Task material START

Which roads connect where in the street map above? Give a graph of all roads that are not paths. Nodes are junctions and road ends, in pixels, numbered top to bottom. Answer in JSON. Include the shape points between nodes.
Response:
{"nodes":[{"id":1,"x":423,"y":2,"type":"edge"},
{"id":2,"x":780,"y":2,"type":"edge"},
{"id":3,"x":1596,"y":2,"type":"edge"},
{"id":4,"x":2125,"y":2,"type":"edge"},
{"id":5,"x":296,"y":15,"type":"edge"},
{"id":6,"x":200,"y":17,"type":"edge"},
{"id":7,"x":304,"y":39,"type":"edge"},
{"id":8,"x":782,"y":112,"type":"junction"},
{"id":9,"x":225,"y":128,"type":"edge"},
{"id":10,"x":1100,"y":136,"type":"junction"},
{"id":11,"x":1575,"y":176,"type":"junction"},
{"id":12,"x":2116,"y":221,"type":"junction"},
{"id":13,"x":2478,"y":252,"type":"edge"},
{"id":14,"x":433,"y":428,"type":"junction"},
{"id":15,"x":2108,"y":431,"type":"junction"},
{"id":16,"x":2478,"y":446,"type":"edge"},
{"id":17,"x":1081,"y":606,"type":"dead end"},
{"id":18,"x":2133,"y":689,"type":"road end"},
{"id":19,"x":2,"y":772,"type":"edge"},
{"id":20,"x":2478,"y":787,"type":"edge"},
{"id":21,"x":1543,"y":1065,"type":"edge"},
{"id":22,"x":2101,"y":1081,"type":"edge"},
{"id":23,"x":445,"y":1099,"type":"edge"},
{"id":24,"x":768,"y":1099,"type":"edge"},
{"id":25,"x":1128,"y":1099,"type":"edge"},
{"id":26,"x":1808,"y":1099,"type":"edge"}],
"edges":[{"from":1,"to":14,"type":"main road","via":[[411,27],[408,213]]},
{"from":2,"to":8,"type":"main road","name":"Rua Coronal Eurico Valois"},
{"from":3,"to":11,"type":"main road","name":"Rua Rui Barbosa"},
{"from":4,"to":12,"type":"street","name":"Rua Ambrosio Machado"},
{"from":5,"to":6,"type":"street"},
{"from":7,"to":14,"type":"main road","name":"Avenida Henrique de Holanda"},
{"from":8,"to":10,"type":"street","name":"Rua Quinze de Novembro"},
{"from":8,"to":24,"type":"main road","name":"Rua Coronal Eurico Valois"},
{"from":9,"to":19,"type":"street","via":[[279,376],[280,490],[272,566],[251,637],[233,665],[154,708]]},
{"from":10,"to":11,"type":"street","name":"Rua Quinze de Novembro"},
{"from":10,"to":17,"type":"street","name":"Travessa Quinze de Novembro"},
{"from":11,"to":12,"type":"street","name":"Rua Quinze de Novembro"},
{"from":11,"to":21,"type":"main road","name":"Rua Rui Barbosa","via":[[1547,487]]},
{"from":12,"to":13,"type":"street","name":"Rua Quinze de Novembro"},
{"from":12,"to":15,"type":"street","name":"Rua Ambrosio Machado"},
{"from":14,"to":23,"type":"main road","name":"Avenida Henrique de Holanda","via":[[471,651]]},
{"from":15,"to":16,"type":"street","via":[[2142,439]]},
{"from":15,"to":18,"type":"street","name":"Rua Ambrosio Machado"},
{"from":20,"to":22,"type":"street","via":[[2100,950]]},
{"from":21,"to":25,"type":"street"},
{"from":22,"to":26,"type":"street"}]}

Task material END

**What the task requires**
What is needed is a faithful transcription of every entry.

**Result of the task**
Which roads connect where in the street map above? Give a graph of all roads that are not paths. Nodes are junctions and road ends, in pixels, numbered top to bottom. Answer in JSON. Include the shape points between nodes.
Response:
{"nodes":[{"id":1,"x":423,"y":2,"type":"edge"},
{"id":2,"x":780,"y":2,"type":"edge"},
{"id":3,"x":1596,"y":2,"type":"edge"},
{"id":4,"x":2125,"y":2,"type":"edge"},
{"id":5,"x":296,"y":15,"type":"edge"},
{"id":6,"x":200,"y":17,"type":"edge"},
{"id":7,"x":304,"y":39,"type":"edge"},
{"id":8,"x":782,"y":112,"type":"junction"},
{"id":9,"x":225,"y":128,"type":"edge"},
{"id":10,"x":1100,"y":136,"type":"junction"},
{"id":11,"x":1575,"y":176,"type":"junction"},
{"id":12,"x":2116,"y":221,"type":"junction"},
{"id":13,"x":2478,"y":252,"type":"edge"},
{"id":14,"x":433,"y":428,"type":"junction"},
{"id":15,"x":2108,"y":431,"type":"junction"},
{"id":16,"x":2478,"y":446,"type":"edge"},
{"id":17,"x":1081,"y":606,"type":"dead end"},
{"id":18,"x":2133,"y":689,"type":"road end"},
{"id":19,"x":2,"y":772,"type":"edge"},
{"id":20,"x":2478,"y":787,"type":"edge"},
{"id":21,"x":1543,"y":1065,"type":"edge"},
{"id":22,"x":2101,"y":1081,"type":"edge"},
{"id":23,"x":445,"y":1099,"type":"edge"},
{"id":24,"x":768,"y":1099,"type":"edge"},
{"id":25,"x":1128,"y":1099,"type":"edge"},
{"id":26,"x":1808,"y":1099,"type":"edge"}],
"edges":[{"from":1,"to":14,"type":"main road","via":[[411,27],[408,213]]},
{"from":2,"to":8,"type":"main road","name":"Rua Coronal Eurico Valois"},
{"from":3,"to":11,"type":"main road","name":"Rua Rui Barbosa"},
{"from":4,"to":12,"type":"street","name":"Rua Ambrosio Machado"},
{"from":5,"to":6,"type":"street"},
{"from":7,"to":14,"type":"main road","name":"Avenida Henrique de Holanda"},
{"from":8,"to":10,"type":"street","name":"Rua Quinze de Novembro"},
{"from":8,"to":24,"type":"main road","name":"Rua Coronal Eurico Valois"},
{"from":9,"to":19,"type":"street","via":[[279,376],[280,490],[272,566],[251,637],[233,665],[154,708]]},
{"from":10,"to":11,"type":"street","name":"Rua Quinze de Novembro"},
{"from":10,"to":17,"type":"street","name":"Travessa Quinze de Novembro"},
{"from":11,"to":12,"type":"street","name":"Rua Quinze de Novembro"},
{"from":11,"to":21,"type":"main road","name":"Rua Rui Barbosa","via":[[1547,487]]},
{"from":12,"to":13,"type":"street","name":"Rua Quinze de Novembro"},
{"from":12,"to":15,"type":"street","name":"Rua Ambrosio Machado"},
{"from":14,"to":23,"type":"main road","name":"Avenida Henrique de Holanda","via":[[471,651]]},
{"from":15,"to":16,"type":"street","via":[[2142,439]]},
{"from":15,"to":18,"type":"street","name":"Rua Ambrosio Machado"},
{"from":20,"to":22,"type":"street","via":[[2100,950]]},
{"from":21,"to":25,"type":"street"},
{"from":22,"to":26,"type":"street"}]}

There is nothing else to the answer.